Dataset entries

►

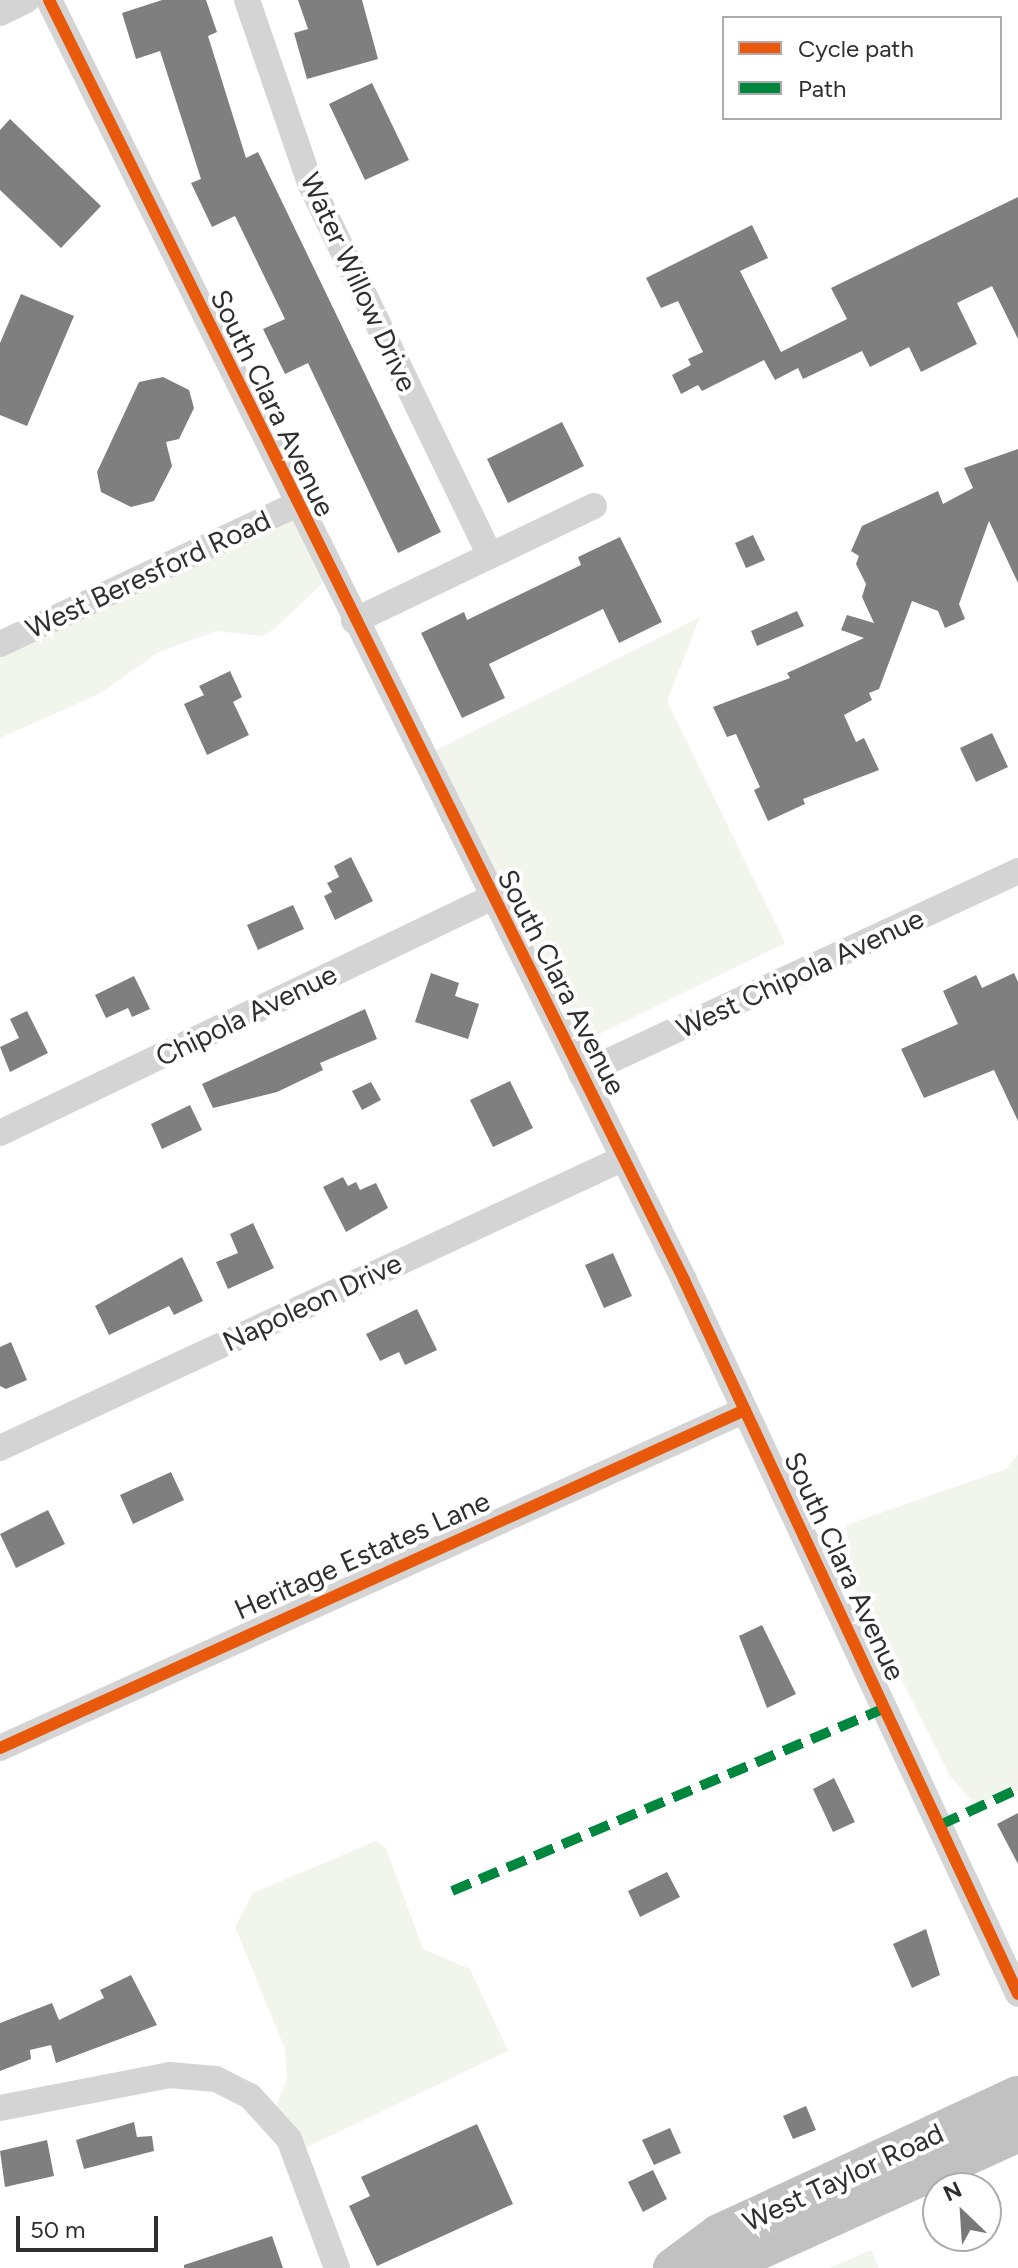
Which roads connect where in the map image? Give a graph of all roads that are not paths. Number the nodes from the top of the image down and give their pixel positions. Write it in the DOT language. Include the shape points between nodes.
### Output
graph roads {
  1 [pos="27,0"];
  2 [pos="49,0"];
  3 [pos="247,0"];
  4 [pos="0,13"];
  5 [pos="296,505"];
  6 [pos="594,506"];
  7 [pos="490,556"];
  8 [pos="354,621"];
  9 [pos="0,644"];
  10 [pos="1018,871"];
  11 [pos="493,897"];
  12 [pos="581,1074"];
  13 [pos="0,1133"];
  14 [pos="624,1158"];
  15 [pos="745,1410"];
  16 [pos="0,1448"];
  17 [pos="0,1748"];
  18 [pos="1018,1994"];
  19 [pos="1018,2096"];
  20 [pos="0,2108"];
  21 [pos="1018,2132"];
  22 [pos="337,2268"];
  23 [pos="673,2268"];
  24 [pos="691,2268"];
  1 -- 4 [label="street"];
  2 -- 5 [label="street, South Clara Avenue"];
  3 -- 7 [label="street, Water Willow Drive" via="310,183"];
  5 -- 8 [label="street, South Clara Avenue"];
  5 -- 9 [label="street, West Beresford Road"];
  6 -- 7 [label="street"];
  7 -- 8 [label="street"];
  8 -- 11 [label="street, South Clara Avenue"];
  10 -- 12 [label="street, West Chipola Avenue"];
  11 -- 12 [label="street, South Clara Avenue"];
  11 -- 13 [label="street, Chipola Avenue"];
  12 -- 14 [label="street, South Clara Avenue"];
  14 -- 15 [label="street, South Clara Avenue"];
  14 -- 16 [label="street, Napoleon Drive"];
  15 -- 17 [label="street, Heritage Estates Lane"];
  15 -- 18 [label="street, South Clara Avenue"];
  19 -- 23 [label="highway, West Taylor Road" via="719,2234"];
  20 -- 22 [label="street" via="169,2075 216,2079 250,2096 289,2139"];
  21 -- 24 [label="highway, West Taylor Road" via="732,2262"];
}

◄
►

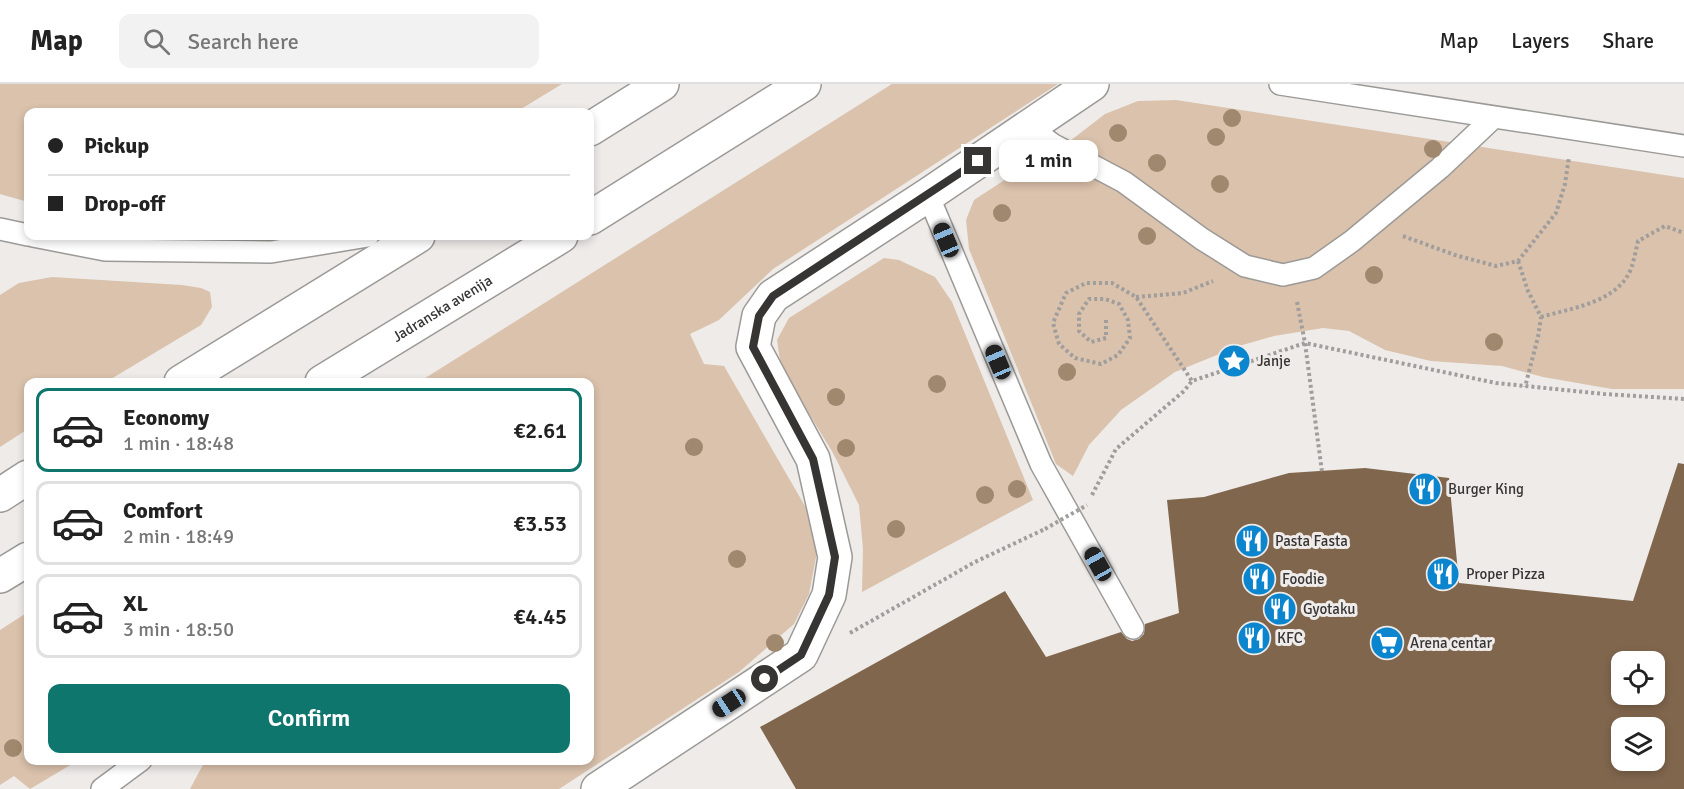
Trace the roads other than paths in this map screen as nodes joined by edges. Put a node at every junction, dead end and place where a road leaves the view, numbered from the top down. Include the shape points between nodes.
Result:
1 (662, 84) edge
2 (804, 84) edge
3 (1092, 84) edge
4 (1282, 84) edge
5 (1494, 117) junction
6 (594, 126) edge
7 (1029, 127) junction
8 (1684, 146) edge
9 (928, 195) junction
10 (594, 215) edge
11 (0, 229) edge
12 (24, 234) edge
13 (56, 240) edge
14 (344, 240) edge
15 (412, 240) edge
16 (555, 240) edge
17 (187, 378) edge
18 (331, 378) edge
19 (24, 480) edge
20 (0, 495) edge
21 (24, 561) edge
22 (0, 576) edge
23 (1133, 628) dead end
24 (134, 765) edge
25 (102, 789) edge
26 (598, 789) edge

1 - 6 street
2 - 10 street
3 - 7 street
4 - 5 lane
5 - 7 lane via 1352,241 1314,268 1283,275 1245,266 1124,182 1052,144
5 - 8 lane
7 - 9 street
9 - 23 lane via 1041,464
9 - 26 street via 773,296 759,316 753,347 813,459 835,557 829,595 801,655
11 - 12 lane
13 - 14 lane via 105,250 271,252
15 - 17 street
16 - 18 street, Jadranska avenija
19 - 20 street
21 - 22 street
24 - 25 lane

◄

WHAT TO PRODUCE:
All lines in the entries above that include "paths" should be found and copied.

SOLUTION:
Which roads connect where in the map image? Give a graph of all roads that are not paths. Number the nodes from the top of the image down and give their pixel positions. Write it in the DOT language. Include the shape points between nodes.
Trace the roads other than paths in this map screen as nodes joined by edges. Put a node at every junction, dead end and place where a road leaves the view, numbered from the top down. Include the shape points between nodes.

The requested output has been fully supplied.